── Data for this task ──

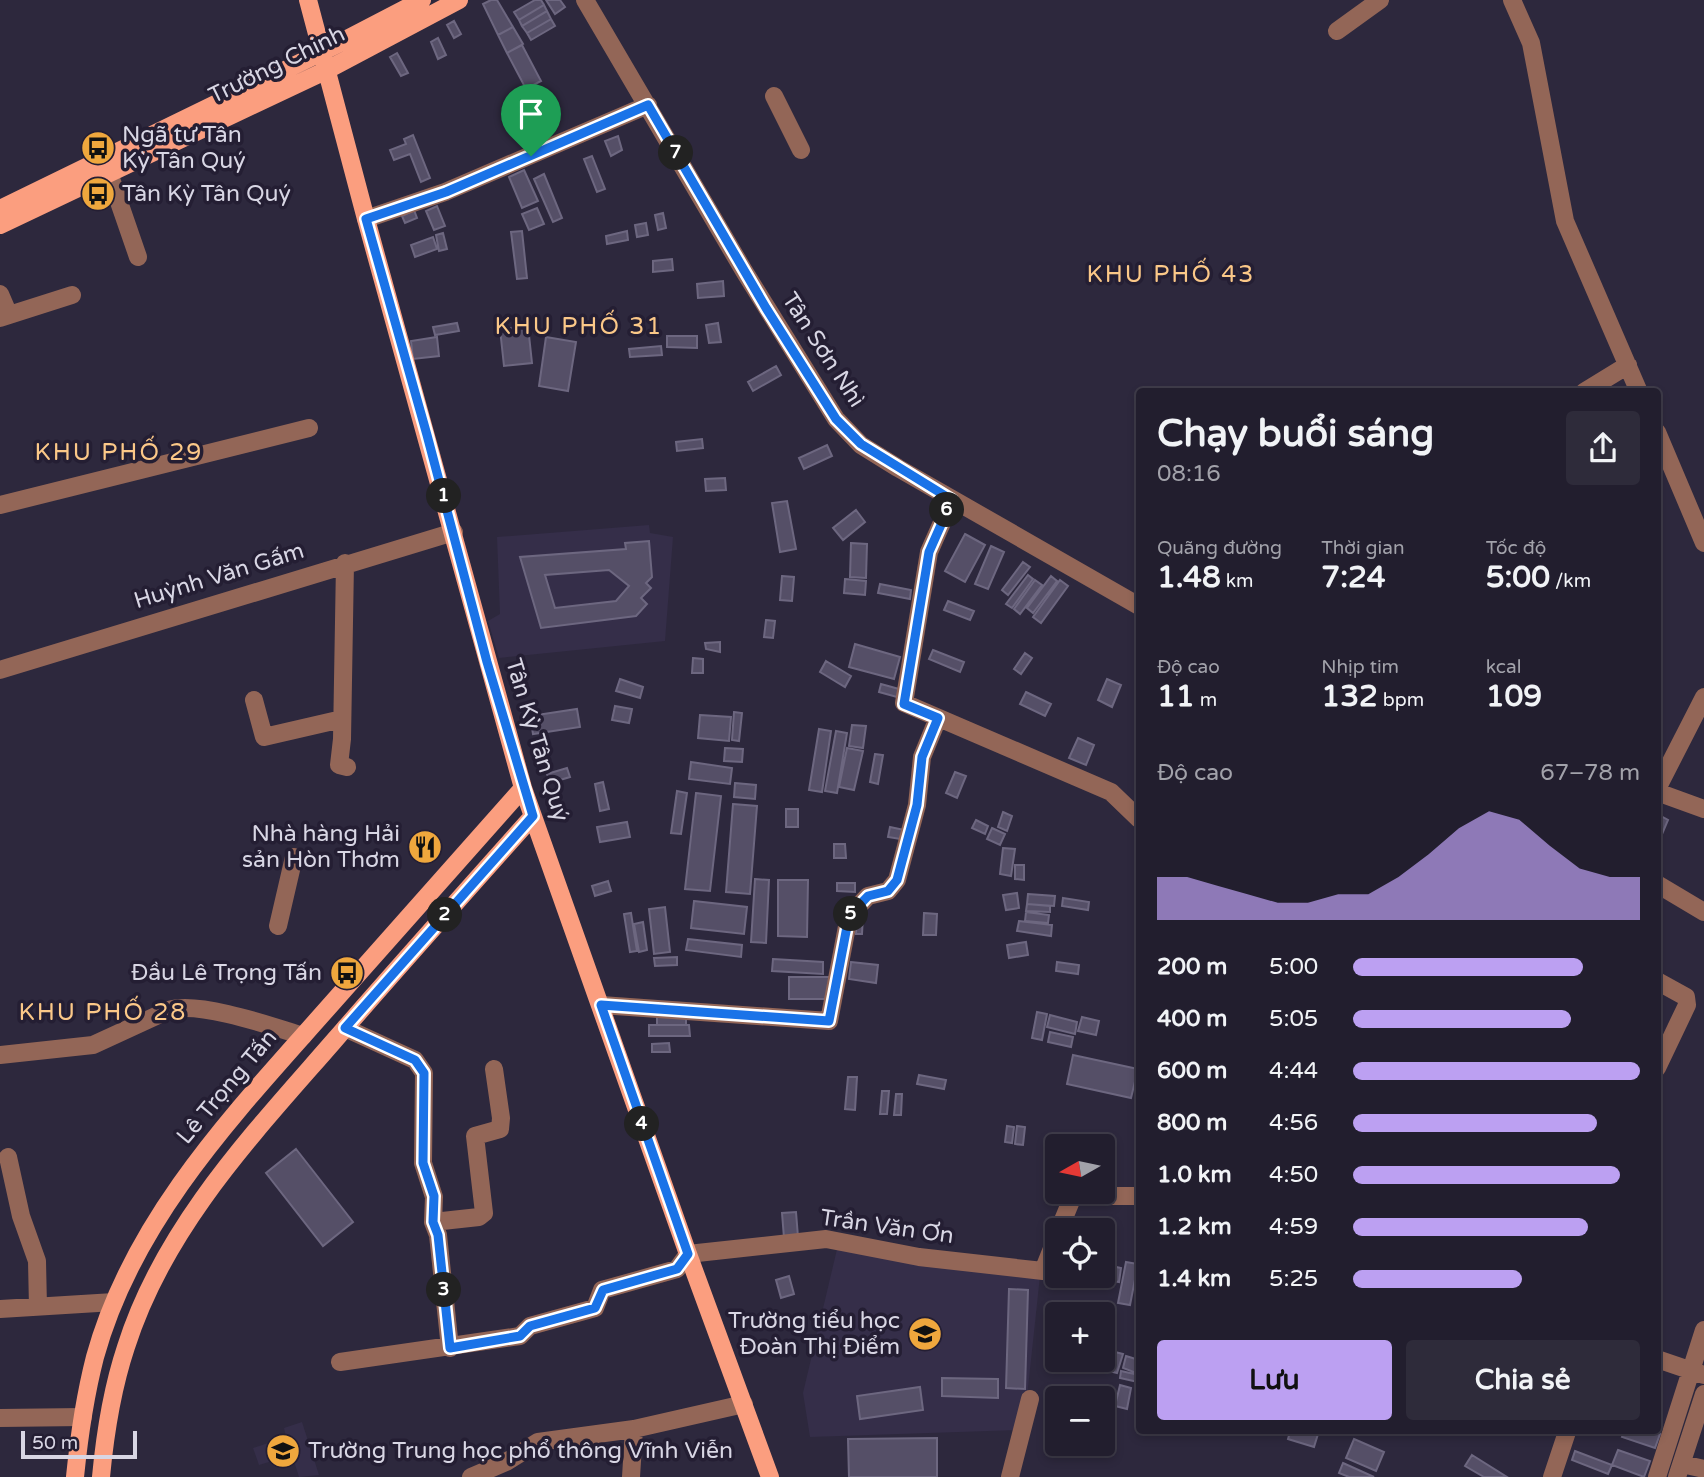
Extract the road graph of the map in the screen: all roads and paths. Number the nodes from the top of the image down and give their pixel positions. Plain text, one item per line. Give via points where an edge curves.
1 (308, 0) edge
2 (422, 0) edge
3 (459, 0) edge
4 (585, 0) edge
5 (1380, 0) edge
6 (1512, 0) edge
7 (1337, 31) dead end
8 (324, 61) junction
9 (774, 96) dead end
10 (648, 105) junction
11 (801, 150) dead end
12 (109, 173) junction
13 (0, 209) edge
14 (366, 219) junction
15 (0, 225) edge
16 (138, 257) dead end
17 (0, 294) edge
18 (72, 295) dead end
19 (4, 316) edge
20 (1628, 365) junction
21 (1591, 388) edge
22 (1637, 388) edge
23 (309, 428) dead end
24 (1661, 441) edge
25 (952, 500) junction
26 (0, 505) edge
27 (454, 531) junction
28 (1704, 543) edge
29 (345, 563) junction
30 (1136, 604) edge
31 (0, 670) edge
32 (1704, 697) edge
33 (254, 700) dead end
34 (938, 718) junction
35 (342, 719) junction
36 (347, 766) dead end
37 (1661, 783) edge
38 (523, 788) junction
39 (1661, 793) edge
40 (1704, 809) edge
41 (1136, 815) edge
42 (533, 816) junction
43 (293, 857) dead end
44 (1661, 886) edge
45 (1704, 912) edge
46 (278, 926) dead end
47 (1661, 983) edge
48 (601, 1005) junction
49 (345, 1028) junction
50 (303, 1036) junction
51 (0, 1055) edge
52 (1661, 1060) edge
53 (494, 1069) dead end
54 (8, 1157) dead end
55 (1136, 1196) edge
56 (1064, 1218) edge
57 (433, 1222) junction
58 (688, 1254) junction
59 (1045, 1266) edge
60 (114, 1302) junction
61 (38, 1307) junction
62 (0, 1309) edge
63 (1704, 1330) edge
64 (450, 1348) junction
65 (1661, 1360) edge
66 (340, 1362) dead end
67 (1697, 1373) edge
68 (1704, 1394) edge
69 (1030, 1399) dead end
70 (744, 1404) junction
71 (83, 1417) junction
72 (0, 1418) edge
73 (634, 1429) junction
74 (1566, 1434) edge
75 (1704, 1469) edge
76 (1679, 1470) edge
77 (75, 1477) edge
78 (101, 1477) edge
79 (471, 1477) edge
80 (631, 1477) edge
81 (770, 1477) edge
82 (1010, 1477) edge
83 (1552, 1477) edge
84 (1657, 1477) edge

1 - 8 main road, Tân Kỳ Tân Quý
2 - 8 main road, Trường Chinh
3 - 8 main road, Trường Chinh
4 - 10 street, Tân Sơn Nhì
5 - 7 street
6 - 20 street via 1531,43 1565,221
8 - 12 main road, Trường Chinh
8 - 13 main road, Trường Chinh
8 - 14 main road, Tân Kỳ Tân Quý
9 - 11 street
10 - 14 street via 446,192
10 - 25 street, Tân Sơn Nhì via 836,419 861,444
12 - 15 main road, Trường Chinh
12 - 16 street
14 - 27 main road, Tân Kỳ Tân Quý
17 - 19 street
18 - 19 street
20 - 21 street
20 - 22 street
23 - 26 street
24 - 28 street
25 - 30 street, Tân Sơn Nhì
25 - 34 street via 929,552 904,704
27 - 29 street, Huỳnh Văn Gấm
27 - 38 main road, Tân Kỳ Tân Quý
29 - 31 street, Huỳnh Văn Gấm
29 - 35 street
32 - 37 street
33 - 35 street via 264,737
34 - 41 street via 1111,792
34 - 48 street via 922,757 917,805 897,880 888,891 868,896 849,916 829,1021
35 - 36 street via 339,765
38 - 42 main road, Tân Kỳ Tân Quý
38 - 50 main road, Lê Trọng Tấn
39 - 40 street
42 - 48 main road, Tân Kỳ Tân Quý
42 - 49 main road
43 - 46 street
44 - 45 street
47 - 52 street via 1686,997 1688,1005
48 - 58 main road, Tân Kỳ Tân Quý
49 - 57 street via 415,1060 424,1073 423,1163 434,1196
49 - 78 main road via 218,1177 157,1272 126,1347 108,1421
50 - 51 street via 247,1019 180,1007 93,1045
50 - 60 main road, Lê Trọng Tấn via 187,1174 151,1229
53 - 57 street via 500,1129 475,1136 484,1213
54 - 61 street via 37,1261
55 - 56 street via 1073,1196
57 - 64 street
58 - 59 street, Trần Văn Ơn via 825,1239 919,1257 1043,1271
58 - 64 street via 677,1269 603,1290 595,1308 530,1326 520,1336
58 - 70 main road, Tân Kỳ Tân Quý
60 - 61 street
60 - 71 main road, Lê Trọng Tấn
61 - 62 street
63 - 67 street
64 - 66 street
65 - 67 street
67 - 84 street
68 - 76 street
69 - 82 street
70 - 73 street
70 - 81 main road, Tân Kỳ Tân Quý
71 - 72 street
71 - 77 main road, Lê Trọng Tấn
73 - 79 street via 538,1442
73 - 80 street
74 - 83 street
75 - 76 street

───

**Required work**. Say how many lines of the material contain the word "Trường", with no other text.

**Written solution**. 5